I scoff. “I was asking about dating, not whether or not you do the deed. Gross, Kas.”

“You asked,” he says coolly.

“I did not ask about you doing the deed. Go ahead and rewind the tapes because the three-letter word for doing the deed never left my lips.” I place my finger on my lip and Kas follows it.

“Stop calling it ‘doing the deed,’” he mumbles, forcing his eyes away from my mouth.

I chuckle and look down at a chunk of chicken. “My bad ... coitus.”

A pungent smell of burning food fills the air.

Kas’s eyes widen just as an alarm blares. “Shit.”

He takes the plantain off the stove and opens up a door that leads to the outside. I locate the smoke alarm above me and unsteadily jump up onto the breakfast bar stool with a cloth to fan it. My socks offer no friction and standing up straight on a spinning barstool is a challenge in itself.

I yelp when Kas effortlessly snatches me off the stool by my waist and takes the cloth from my hand to fan the smoke alarm himself. The swiftness of it has me a little dazed, and his arm stays hooked around my midsection, my feet barely on the ground. He releases me when the smoke alarm cuts, leaving a muted ringing in my ears.

“That’s the first time I’ve burned it.”

He looks up at the fire alarm and I look at him. His hair has dried from a dark brown into a chestnut color, and the bright kitchen lights do little to hide the defined muscles underneath his T-shirt.

Is this what a waist grab does to a woman? I see him shirtless every single day at work, and all of a sudden, I’m falling apart at the seams because he’s touched my waist.

Kas’s tongue swipes his bottom lip. The second he starts to turn back to me, I look to the stove, hoping that he hasn’t just caught me scanning his side profile.

“If you look away from frying plantains, they’ll burn. If you watch, they’ll take ages to cook,” I say.

“Damn.”

I smooth down my T-shirt to brush away the ghostly sensation of his touch on my waist and check my phone, huffing when I see Isaac’s name.

Isaac: Where r u?

Me: Out

Isaac: With who?

I silence my phone and refocus on getting a grip. Since my breakup, I’ve discovered that I find it very easy to develop minuscule crushes.

Hot guy? Crush.

Flirting thinly veiled by sarcasm? Crush.

Waist grab? Crush.

I know there’s this whole thing about self-improving after a breakup, but when your ex is bottom of the barrel, nobody ever talks about how getting out of a relationship with them can completely skew your standards. And by skew, I mean having none.

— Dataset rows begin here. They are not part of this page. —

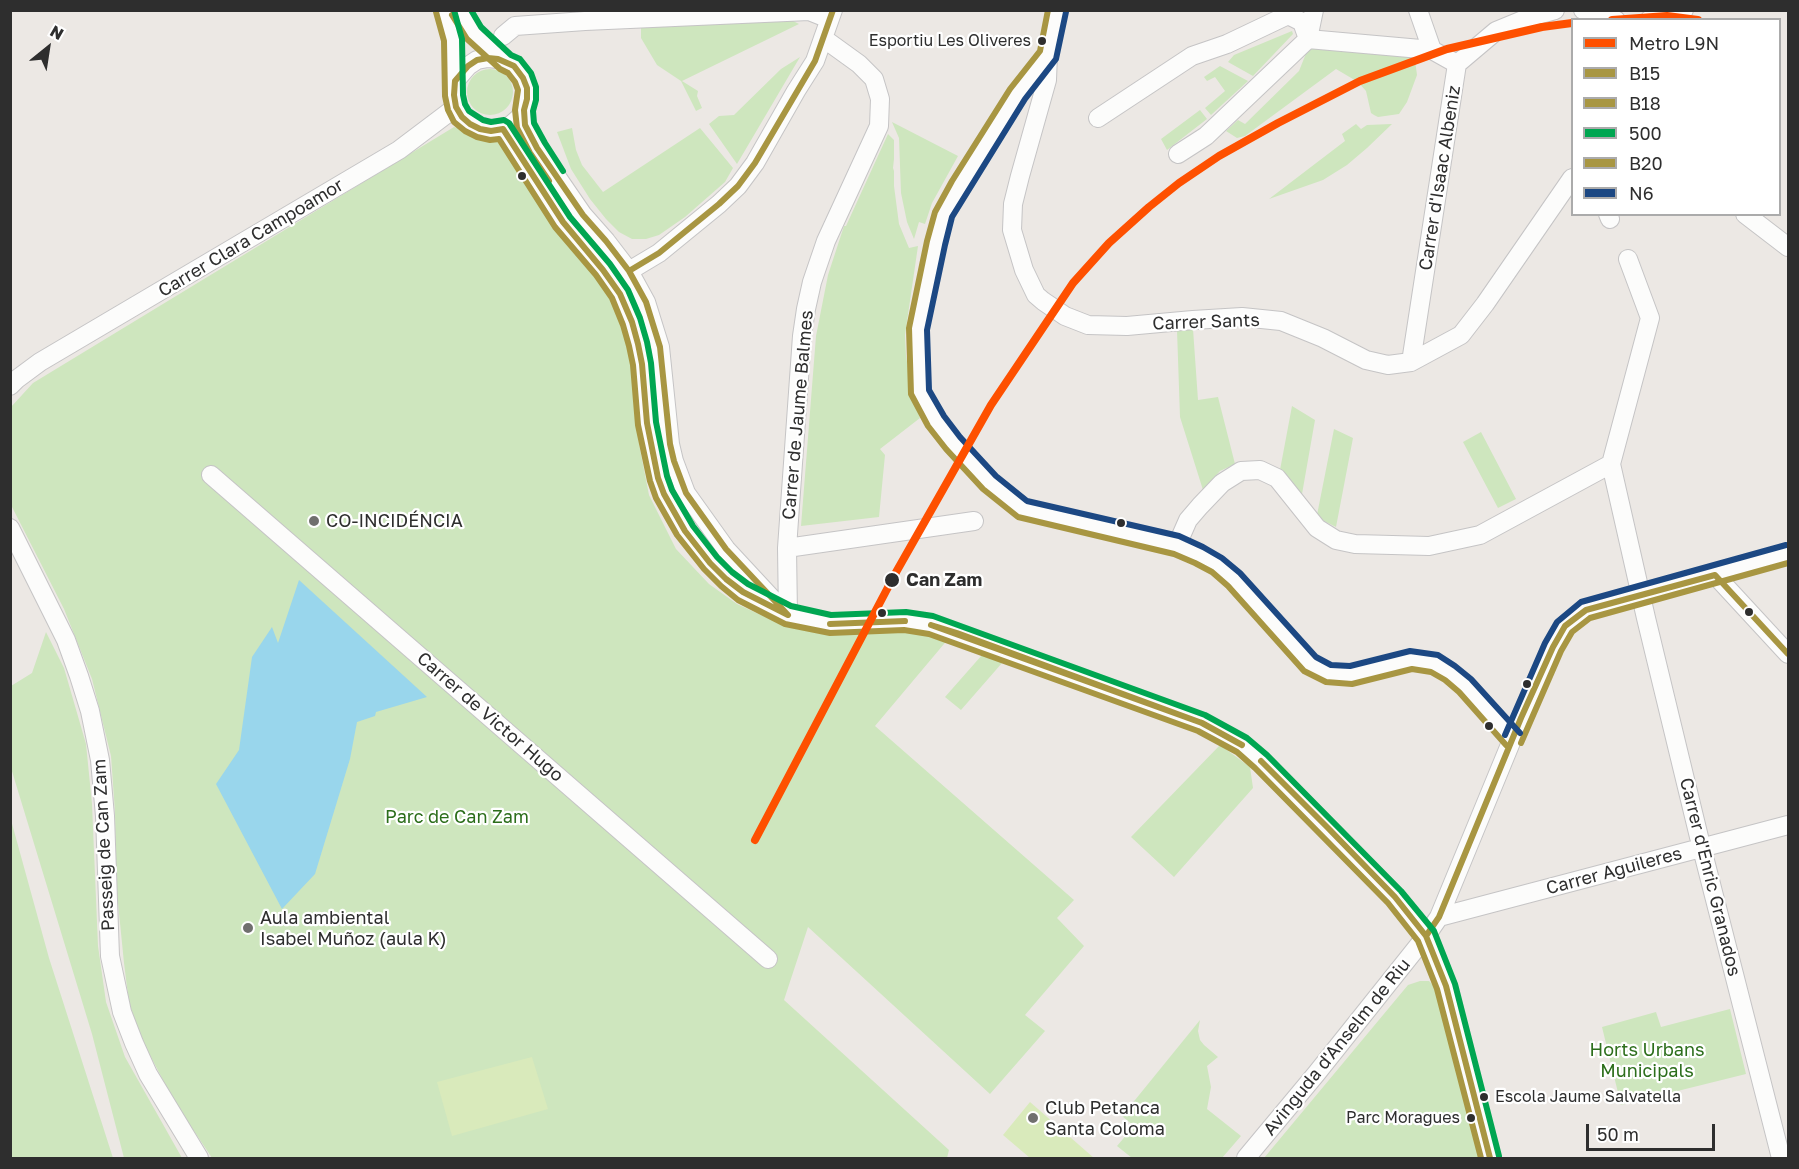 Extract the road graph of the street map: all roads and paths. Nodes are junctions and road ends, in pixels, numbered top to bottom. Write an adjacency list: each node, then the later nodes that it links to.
1 (445, 10): 19 (street)
2 (460, 10): 17 (street)
3 (1057, 10): 16 (street, Carrer Sants)
4 (1314, 10): 14 (street)
5 (1418, 10): 15 (street)
6 (1555, 10): 18 (street)
7 (1583, 10): 10 (street)
8 (1684, 10): 11 (street)
9 (831, 15): 12 (street); 13 (street)
10 (1609, 18)
11 (1656, 18)
12 (503, 36)
13 (824, 38): 29 (street); 37 (street, Carrer de Jaume Balmes)
14 (1308, 39): 15 (street); 22 (street); 24 (street)
15 (1432, 50): 18 (street, Carrer d'Isaac Albeniz)
16 (1048, 55): 30 (street, Carrer Sants); 36 (street)
17 (506, 62): 19 (street); 21 (street)
18 (1457, 64): 30 (street, Carrer d'Isaac Albeniz)
19 (455, 81): 20 (street)
20 (456, 107): 23 (street); 31 (street, Carrer Clara Campoamor)
21 (524, 110): 23 (street); 29 (street)
22 (1098, 118)
23 (503, 129): 41 (street)
24 (1178, 154)
25 (1571, 179): 30 (street, Carrer Sants)
26 (1748, 216): 27 (street)
27 (1788, 247)
28 (1628, 260): 32 (street)
29 (629, 271): 41 (street)
30 (1411, 362)
31 (10, 386)
32 (1611, 464): 36 (street); 40 (street, Carrer d'Enric Granados)
33 (211, 475): 48 (street, Carrer de Victor Hugo)
34 (974, 521): 37 (street)
35 (10, 528): 49 (street, Passeig de Can Zam)
36 (1177, 545): 43 (street)
37 (787, 548): 41 (street, Carrer de Jaume Balmes)
38 (1788, 554): 39 (street, Avinguda d'Anselm de Riu)
39 (1715, 575): 40 (street, Avinguda d'Anselm de Riu); 42 (street)
40 (1640, 594): 43 (street, Avinguda d'Anselm de Riu); 45 (street, Carrer d'Enric Granados)
41 (788, 615): 47 (street)
42 (1788, 654)
43 (1512, 739): 46 (street, Avinguda d'Anselm de Riu)
44 (1788, 825): 45 (street, Carrer Aguileres)
45 (1702, 847): 46 (street, Carrer Aguileres); 52 (street, Carrer d'Enric Granados)
46 (1440, 917): 47 (street, Avinguda d'Anselm de Riu)
47 (1426, 936): 50 (street, Avinguda d'Anselm de Riu); 51 (street)
48 (768, 959)
49 (199, 1158)
50 (1246, 1158)
51 (1490, 1158)
52 (1781, 1158)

I look up in the direction of banging pans and find Kas attempting to fry another plantain. “You know what? I don’t think you can even cook,” I joke.

Kas visibly flinches at my words. “Why would you think that?”

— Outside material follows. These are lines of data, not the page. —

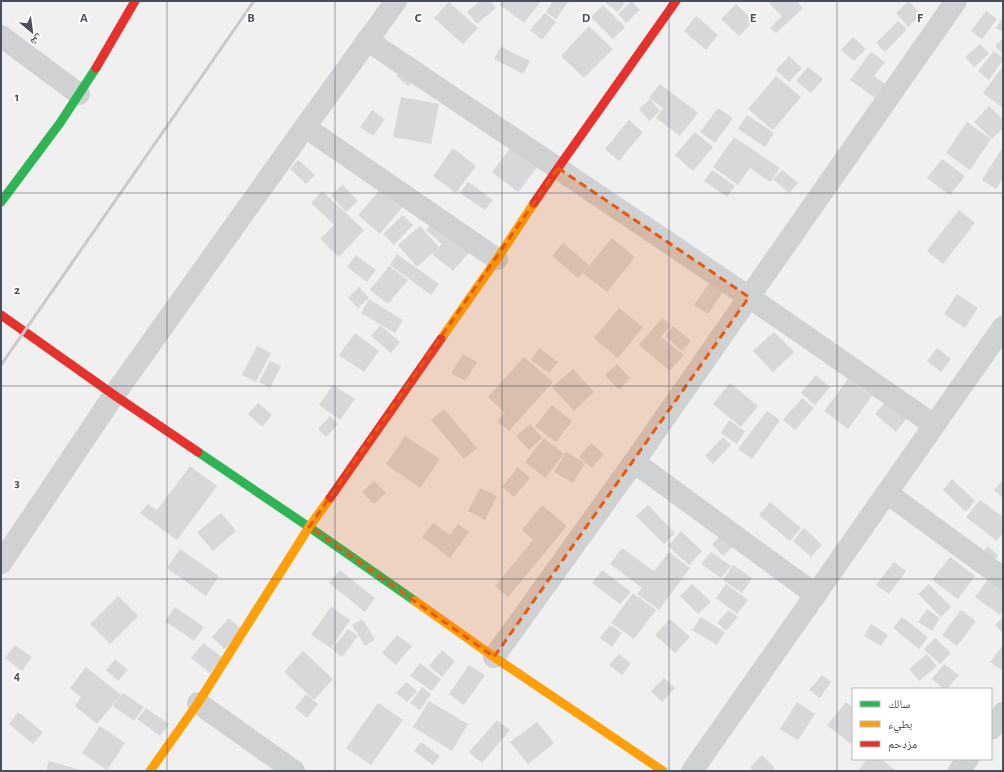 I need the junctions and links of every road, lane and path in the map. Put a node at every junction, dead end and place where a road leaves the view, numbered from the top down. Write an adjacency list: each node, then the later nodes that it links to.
1 (135, 1): 7 (street)
2 (396, 1): 6 (street)
3 (676, 1): 9 (street)
4 (956, 1): 12 (street)
5 (1, 36): 7 (street)
6 (367, 40): 8 (street); 9 (street)
7 (79, 94): 10 (street)
8 (305, 127): 11 (street); 15 (street)
9 (558, 168): 11 (street); 12 (street)
10 (1, 202)
11 (497, 259): 19 (street)
12 (749, 297): 16 (street); 17 (street)
13 (1, 315): 15 (street)
14 (1003, 327): 16 (street)
15 (114, 395): 19 (street); 20 (street)
16 (934, 425): 18 (street)
17 (634, 462): 22 (street); 23 (street)
18 (887, 493): 21 (street); 22 (street)
19 (309, 527): 23 (street); 24 (street)
20 (1, 563)
21 (1003, 578)
22 (816, 595): 31 (street)
23 (494, 657): 30 (street)
24 (198, 703): 28 (street); 29 (street)
25 (1003, 713): 26 (street)
26 (992, 728)
27 (967, 760): 32 (street)
28 (150, 771)
29 (294, 771)
30 (663, 771)
31 (692, 771)
32 (959, 771)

“You said you tried to cook stew chicken, you burned plantain, and you fed me pre-cooked meat.”

“It’s just a bad first impression.”

“Because you’re renowned for good first impressions, right?” I say.

“Funny. Keep this up and I’ll be driving to Vegas without you tomorrow.”

I release a dramatic gasp. “You wouldn’t.”

When arranging how we’d get to Vegas, Bill nominated his now-working van, thanks to Devon’s mechanic skills. Davina agreed with him because it means being able to fit all of the equipment we want to take and extra legroom for herself. Dash insisted on making his way to Vegas a day early for personal reasons, a.k.a. going through his roster of women he’s met there before and getting started on—in his words—rekindling past relations with them.

With Kas and I left to choose how to make our way there, we decided to ride together out of convenience ... and because I didn’t want to drive for five hours.

If someone asked me twenty-four hours ago why I’m dreading the car ride, I’d say it was because it would be awkward, hostile, and a pain in the ass to be enclosed in a metal box with Kas.

The reasoning still rings true, only now I’ve seen a side of Kas I’ve never seen before; it’s a relaxed version of him where we bond over food and laugh like we haven’t spent the working day biting each other’s heads off.

I don’t hate out-of-work Kas, and I don’t know if that’s a good thing or not.